研究采用三大关键技术：1）AAV2-saCas9载体设计与体外转导人黑色素瘤细胞系（A375）；2）基于HLA I类分子免疫沉淀联合高灵敏度液相色谱-质谱（LC-MS）的免疫肽组学分析；3）HLA-A*02:01阳性供体PBMC（外周血单个核细胞）扩增及T细胞杀伤实验。样本来源于NIH批准的临床级PBMC库。

结果解析
1. 载体设计与saCas9表达验证
通过改造pAAV-CAG-GFP质粒构建的AAV2-saCas9载体（含CAG启动子和WPRE增强子）在A375细胞中实现剂量依赖性蛋白表达。银染证实病毒衣壳蛋白VP1/2/3比例符合标准（1:1:10），ELISA检测显示MOI 1×10⁶时saCas9表达量最高。

2. 免疫肽组学鉴定关键表位
转导24小时后即检测到7,892条HLA结合肽，其中saCas9来源的GLDIGITSV肽段（RuvC-I核酸酶域活性位点）呈现显著富集。

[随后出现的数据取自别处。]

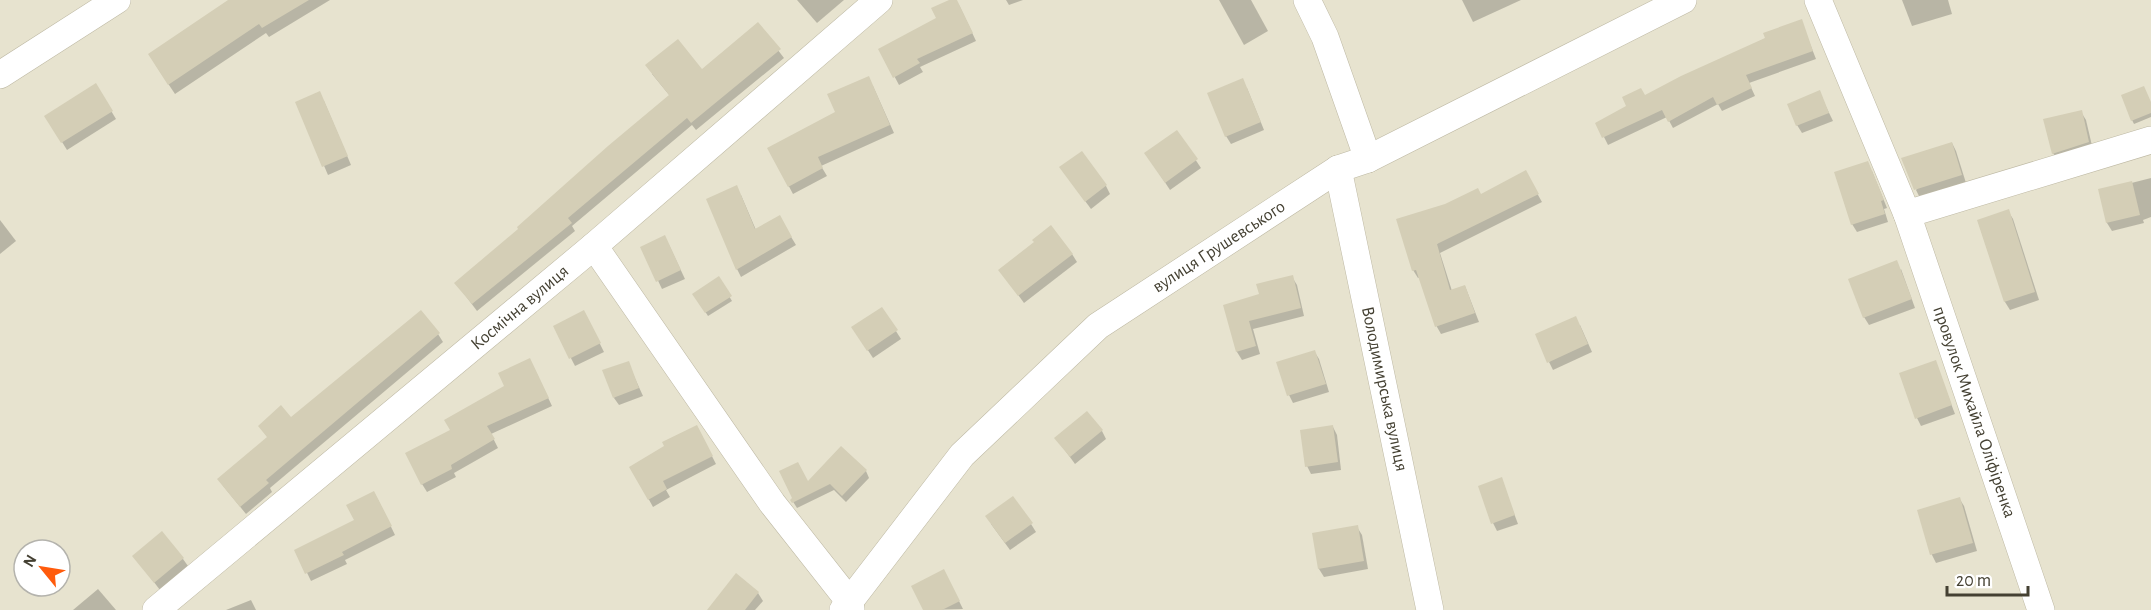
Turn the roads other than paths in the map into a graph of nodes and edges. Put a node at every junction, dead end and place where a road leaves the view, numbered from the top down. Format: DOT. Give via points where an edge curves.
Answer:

NetMHCpan4.1预测其与HLA-A*02:01结合亲和力最强（IC₅₀=12 nM），且该序列在37种细菌Cas9中高度保守。

3. T细胞激活与杀伤效应
HLA-A*02:01阳性供体的PBMC经该肽段刺激后：

• IFN-γ分泌量提升2.4倍（ELISpot）
• 杀伤性标志物颗粒酶B（granzyme B）表达增加3倍
• 与AAV2-saCas9转导的A375细胞共培养72小时，靶细胞存活率下降87%（CellTiter-Glo验证）

结论与意义
该研究首次在人类细胞模型中证实：AAV递送的saCas9会通过HLA-A*02:01途径呈递免疫优势表位，引发CD8⁺ T细胞介导的清除反应。这一发现具有三重启示：

1. 临床风险预警：约50%欧美人群携带HLA-A*02:01，可能面临基因编辑细胞被免疫清除的风险；
2. 技术优化方向：需开发表位删除（如V16A/L9S突变）或免疫耐受诱导策略；
3. 跨物种差异：小鼠模型可能低估人类免疫风险，强调临床前研究需纳入人源化模型。

研究为CRISPR-Cas9疗法的个体化安全评估提供了分子靶点，也为工程化低免疫原性核酸酶的设计奠定了理论基础。